**Your assignment:** Where does the word "thumb" show up in the records? Copy every line that holds it.

[Records from a data source]
# # # # #

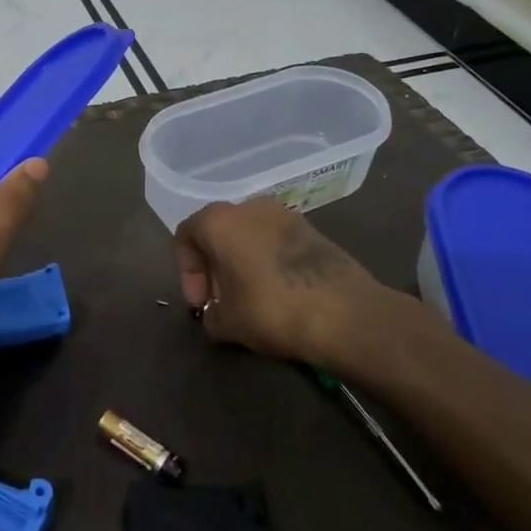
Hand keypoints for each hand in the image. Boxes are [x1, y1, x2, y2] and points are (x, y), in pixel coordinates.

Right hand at [174, 198, 426, 367]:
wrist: (345, 312)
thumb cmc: (272, 309)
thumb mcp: (228, 323)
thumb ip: (211, 316)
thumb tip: (215, 315)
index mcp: (219, 220)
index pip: (186, 236)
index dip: (187, 272)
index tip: (202, 304)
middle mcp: (249, 206)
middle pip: (218, 232)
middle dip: (214, 267)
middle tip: (221, 302)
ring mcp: (284, 214)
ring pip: (248, 235)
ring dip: (241, 263)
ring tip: (249, 299)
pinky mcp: (312, 229)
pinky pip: (275, 241)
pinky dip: (267, 262)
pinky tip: (277, 293)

# # # # #

**Task output:**
thumb cmc: (272, 309)
thumb mcp: (228, 323)
thumb ip: (211, 316)
thumb tip: (215, 315)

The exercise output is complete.